Неужели, я, и правда, ни на что не способна? Стиснув зубы и, взяв в кулак все свое упрямство, я решительно настроилась хоть чего-то добиться. Да только куда мне до остальных девушек…
В итоге к концу дня на меня косо глядели, кажется, уже все монастырские послушницы. За глаза называли растяпой и белоручкой. А еще крайне возмущались, что я посмела перечить Ярине. Как же, сами-то они при наставнице немые, словно рыбы, разве что за спиной шушукаться и умеют.
Дни потянулись монотонной чередой. Подъем ни свет, ни заря, утренняя служба, работа на скотном дворе да борьба с ткацким станком, упорно не желавшим подчиняться моим неумелым рукам.
Дел на дворе вечно было невпроворот, да и послушницы, как нарочно, скидывали на меня самую тяжелую работу — снег расчищать да ведра с водой таскать. А однажды одна из девиц, румяная пышнотелая Катрина, и вовсе плеснула мне на подол помоями с кухни. Сделала вид, что оступилась, но я-то знала, что она это нарочно. Ещё с первого дня меня невзлюбила, хоть я ей ничего и не сделала.
Я терпела. Понимала, что одна против всех этих злющих девиц не выстою. Из всех сестер ко мне хорошо относилась только Анна, впрочем, это милое дитя любило, кажется, всех вокруг. И искренне расстраивалось, когда очередная неприятность настигала меня в самое неподходящее время. Странно, но послушницы (наверное, чуя эту почти невозможную доброту в моей соседке) никогда не попрекали ее нашей своеобразной дружбой. Относились ровно, благожелательно, и меня это хоть немного, но радовало. К концу недели я даже стала надеяться, что может быть всё, в конце концов, сладится, и местные аньи свыкнутся с моим присутствием. Впрочем, лошадок я подкармливать не забывала и постепенно изучала порядок монастыря — когда двор покидает последняя работница, как часто и по какому поводу открывают задние ворота, во сколько запирают общие двери.
Гром грянул в выходной после обеда. В этот день ткачество заменили вышиванием, очевидно, сочтя подобную работу более легкой. Склонившись над салфеткой с ликом Матери Прародительницы, то и дело накалывая пальцы, я тихонько шипела сквозь зубы, припомнив, кажется, весь арсенал ругательств ингирвайзера. Анна, сидя рядом, изредка вздрагивала от моих выражений и то и дело пододвигала ко мне нужного цвета нитки.

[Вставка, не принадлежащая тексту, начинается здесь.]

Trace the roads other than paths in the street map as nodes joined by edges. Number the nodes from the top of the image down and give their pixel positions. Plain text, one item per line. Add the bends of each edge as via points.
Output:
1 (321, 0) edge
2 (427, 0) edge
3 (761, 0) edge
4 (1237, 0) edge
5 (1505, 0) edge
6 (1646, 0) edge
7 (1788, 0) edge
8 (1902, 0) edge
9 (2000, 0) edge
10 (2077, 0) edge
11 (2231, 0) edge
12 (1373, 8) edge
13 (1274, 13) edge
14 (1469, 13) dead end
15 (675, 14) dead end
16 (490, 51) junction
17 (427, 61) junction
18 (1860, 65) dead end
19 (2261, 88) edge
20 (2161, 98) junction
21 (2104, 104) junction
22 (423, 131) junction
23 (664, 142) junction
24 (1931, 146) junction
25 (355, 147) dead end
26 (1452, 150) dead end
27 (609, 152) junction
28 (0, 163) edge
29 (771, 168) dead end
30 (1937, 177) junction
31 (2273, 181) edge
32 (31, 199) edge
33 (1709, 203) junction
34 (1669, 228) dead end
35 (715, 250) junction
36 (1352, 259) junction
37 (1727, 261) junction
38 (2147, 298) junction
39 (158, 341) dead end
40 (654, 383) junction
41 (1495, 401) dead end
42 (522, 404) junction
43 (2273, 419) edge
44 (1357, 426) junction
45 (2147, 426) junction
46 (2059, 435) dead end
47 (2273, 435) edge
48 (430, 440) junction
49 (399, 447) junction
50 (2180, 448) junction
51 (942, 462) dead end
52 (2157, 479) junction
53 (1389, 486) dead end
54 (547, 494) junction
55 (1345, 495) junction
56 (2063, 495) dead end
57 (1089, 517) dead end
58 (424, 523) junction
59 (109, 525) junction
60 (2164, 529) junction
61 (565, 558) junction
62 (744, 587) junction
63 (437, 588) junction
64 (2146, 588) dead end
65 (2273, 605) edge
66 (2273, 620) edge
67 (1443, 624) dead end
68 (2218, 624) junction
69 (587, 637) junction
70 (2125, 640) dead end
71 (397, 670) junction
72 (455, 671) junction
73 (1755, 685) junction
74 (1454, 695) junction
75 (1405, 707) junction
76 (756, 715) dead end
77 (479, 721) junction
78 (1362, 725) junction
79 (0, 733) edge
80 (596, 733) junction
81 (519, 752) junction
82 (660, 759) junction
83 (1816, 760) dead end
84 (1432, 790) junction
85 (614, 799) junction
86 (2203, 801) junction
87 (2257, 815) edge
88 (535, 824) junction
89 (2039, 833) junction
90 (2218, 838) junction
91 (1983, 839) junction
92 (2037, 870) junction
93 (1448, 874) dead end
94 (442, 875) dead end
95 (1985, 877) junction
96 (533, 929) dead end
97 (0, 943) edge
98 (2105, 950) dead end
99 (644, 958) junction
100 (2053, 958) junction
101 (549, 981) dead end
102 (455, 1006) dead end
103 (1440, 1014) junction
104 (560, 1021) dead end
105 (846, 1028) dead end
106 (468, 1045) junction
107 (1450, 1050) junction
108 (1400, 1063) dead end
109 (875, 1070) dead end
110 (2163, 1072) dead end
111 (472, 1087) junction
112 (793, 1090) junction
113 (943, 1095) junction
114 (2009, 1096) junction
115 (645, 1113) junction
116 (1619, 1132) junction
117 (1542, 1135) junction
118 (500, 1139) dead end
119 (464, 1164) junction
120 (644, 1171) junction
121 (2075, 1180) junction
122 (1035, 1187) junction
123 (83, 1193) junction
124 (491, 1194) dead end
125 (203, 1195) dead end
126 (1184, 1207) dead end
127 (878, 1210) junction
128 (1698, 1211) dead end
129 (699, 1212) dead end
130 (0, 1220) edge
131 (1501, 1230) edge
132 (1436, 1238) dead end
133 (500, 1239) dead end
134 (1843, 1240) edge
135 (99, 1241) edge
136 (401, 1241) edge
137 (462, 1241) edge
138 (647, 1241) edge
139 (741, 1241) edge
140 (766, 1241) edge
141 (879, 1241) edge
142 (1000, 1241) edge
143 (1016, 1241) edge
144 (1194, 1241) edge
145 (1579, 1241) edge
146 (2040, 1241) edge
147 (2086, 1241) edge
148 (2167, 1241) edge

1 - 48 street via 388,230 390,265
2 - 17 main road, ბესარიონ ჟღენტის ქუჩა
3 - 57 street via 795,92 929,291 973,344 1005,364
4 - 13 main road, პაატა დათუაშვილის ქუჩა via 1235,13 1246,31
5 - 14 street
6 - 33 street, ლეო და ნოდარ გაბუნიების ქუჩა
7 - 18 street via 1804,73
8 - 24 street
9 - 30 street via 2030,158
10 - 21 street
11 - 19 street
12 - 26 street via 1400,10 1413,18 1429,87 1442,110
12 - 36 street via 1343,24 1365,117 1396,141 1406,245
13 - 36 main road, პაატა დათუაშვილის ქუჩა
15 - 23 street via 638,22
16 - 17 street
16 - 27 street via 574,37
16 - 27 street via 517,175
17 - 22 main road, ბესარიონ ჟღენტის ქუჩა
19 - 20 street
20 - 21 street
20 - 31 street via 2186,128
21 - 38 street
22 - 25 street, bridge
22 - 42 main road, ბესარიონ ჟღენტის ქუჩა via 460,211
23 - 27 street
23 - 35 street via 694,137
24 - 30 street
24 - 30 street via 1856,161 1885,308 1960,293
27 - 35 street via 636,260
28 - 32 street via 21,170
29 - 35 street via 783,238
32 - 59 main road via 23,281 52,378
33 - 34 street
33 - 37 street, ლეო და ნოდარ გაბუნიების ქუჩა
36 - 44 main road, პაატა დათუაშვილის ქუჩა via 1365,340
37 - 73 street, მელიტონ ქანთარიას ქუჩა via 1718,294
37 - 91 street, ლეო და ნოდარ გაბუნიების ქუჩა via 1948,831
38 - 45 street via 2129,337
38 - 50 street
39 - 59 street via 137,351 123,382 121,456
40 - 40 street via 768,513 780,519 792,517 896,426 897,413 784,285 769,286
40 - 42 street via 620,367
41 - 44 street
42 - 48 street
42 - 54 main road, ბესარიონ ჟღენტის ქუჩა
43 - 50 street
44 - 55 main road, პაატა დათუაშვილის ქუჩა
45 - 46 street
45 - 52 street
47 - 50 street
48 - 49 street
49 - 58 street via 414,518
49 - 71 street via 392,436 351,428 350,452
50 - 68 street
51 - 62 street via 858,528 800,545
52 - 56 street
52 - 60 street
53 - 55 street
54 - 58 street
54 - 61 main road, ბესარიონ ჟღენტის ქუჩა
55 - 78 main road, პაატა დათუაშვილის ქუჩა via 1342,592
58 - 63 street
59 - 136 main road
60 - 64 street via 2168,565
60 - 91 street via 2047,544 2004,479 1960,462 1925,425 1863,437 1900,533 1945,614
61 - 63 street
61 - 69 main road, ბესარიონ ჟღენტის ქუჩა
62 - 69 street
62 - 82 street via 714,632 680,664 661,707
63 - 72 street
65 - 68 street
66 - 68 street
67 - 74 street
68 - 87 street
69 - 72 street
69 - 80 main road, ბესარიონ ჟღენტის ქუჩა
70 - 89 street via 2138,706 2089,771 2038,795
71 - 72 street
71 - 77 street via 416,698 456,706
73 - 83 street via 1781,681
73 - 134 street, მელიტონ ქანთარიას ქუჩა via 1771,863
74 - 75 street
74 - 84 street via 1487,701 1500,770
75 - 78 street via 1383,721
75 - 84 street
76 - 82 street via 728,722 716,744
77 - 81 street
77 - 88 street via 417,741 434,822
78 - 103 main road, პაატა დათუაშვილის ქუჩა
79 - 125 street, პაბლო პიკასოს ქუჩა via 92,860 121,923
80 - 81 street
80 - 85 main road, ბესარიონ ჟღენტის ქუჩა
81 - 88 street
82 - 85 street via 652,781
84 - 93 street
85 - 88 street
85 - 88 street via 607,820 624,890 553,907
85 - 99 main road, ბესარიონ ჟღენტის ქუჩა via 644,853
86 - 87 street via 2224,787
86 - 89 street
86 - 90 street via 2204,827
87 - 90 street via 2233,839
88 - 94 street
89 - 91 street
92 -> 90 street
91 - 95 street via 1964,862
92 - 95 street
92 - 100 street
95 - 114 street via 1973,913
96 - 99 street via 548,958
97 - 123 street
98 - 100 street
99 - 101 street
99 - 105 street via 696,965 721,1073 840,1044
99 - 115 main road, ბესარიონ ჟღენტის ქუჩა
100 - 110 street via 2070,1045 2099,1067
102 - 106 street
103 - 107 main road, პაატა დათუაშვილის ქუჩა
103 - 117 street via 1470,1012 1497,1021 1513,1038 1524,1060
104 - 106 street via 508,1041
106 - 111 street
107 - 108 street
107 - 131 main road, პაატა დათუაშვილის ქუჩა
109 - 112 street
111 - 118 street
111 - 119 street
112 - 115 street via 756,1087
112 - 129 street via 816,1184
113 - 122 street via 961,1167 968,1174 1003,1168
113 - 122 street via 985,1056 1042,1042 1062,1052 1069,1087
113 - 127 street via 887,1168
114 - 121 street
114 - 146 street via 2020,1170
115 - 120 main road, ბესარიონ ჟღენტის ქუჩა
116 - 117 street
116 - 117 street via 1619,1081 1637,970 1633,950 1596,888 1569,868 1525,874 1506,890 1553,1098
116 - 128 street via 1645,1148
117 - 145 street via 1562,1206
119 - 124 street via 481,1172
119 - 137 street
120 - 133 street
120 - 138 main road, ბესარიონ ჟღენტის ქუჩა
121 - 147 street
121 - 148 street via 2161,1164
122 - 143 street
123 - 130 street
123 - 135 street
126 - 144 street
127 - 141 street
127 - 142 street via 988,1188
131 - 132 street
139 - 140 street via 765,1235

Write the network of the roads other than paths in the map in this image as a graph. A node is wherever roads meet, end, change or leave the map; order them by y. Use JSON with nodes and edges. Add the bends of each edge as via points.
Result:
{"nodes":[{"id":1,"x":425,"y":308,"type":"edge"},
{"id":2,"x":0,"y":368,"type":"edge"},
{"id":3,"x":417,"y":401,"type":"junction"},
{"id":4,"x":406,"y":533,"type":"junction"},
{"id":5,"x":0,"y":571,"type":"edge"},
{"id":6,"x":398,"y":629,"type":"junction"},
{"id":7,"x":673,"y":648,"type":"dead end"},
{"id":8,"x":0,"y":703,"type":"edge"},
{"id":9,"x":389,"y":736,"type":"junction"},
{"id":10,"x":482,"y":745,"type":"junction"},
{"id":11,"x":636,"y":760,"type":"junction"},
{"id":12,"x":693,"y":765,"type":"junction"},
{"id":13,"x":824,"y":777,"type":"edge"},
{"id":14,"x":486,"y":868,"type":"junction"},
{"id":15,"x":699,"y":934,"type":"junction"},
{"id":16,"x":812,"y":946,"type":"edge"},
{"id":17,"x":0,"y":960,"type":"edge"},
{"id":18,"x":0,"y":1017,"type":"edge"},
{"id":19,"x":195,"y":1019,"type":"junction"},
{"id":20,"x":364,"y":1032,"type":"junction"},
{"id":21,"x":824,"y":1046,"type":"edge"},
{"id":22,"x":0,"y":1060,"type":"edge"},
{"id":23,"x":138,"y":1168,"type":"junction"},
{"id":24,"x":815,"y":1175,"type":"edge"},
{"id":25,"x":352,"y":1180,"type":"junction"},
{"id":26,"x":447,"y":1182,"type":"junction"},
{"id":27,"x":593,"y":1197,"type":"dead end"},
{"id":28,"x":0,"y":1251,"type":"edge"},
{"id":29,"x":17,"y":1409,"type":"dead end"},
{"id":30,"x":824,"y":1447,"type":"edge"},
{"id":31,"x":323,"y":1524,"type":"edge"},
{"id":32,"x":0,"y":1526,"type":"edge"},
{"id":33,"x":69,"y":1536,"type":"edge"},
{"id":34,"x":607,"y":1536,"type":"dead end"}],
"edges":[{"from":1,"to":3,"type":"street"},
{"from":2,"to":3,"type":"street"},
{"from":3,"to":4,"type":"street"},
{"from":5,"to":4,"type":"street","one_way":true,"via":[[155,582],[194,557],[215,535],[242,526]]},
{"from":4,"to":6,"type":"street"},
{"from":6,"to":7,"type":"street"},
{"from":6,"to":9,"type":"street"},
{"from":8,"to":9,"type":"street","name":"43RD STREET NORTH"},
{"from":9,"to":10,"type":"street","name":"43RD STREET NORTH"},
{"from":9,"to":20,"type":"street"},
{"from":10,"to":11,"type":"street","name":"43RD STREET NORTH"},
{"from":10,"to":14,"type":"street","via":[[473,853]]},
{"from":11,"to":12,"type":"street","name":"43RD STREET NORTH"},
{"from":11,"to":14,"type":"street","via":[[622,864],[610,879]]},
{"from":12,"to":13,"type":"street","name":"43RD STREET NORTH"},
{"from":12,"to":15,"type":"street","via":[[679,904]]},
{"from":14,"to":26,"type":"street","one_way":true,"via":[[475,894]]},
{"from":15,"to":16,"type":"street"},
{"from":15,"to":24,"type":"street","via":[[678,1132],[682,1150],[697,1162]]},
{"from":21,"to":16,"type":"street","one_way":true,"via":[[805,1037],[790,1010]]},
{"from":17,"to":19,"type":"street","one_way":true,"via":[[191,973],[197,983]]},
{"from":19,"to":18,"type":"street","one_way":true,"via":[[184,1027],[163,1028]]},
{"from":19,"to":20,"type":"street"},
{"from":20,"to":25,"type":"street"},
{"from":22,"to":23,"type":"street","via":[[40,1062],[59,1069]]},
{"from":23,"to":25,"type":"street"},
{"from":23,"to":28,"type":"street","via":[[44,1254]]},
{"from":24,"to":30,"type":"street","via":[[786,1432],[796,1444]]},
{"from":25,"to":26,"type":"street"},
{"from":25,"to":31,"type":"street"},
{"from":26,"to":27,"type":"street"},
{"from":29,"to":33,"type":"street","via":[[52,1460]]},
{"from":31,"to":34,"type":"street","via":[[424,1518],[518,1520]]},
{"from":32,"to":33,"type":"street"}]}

— Наперсток возьми, убоище, — долетел до меня язвительный голос, — всю ж работу кровью перепачкаешь.
Как она меня назвала?!
Я вскинула голову и, прищурившись, уставилась в довольную физиономию Джильды, той самой долговязой девицы, невзлюбившей меня еще на первой феолатрии.
— Что смотришь? — немного нервно переспросила дылда и передернула острыми плечами. — Делай, как сказано.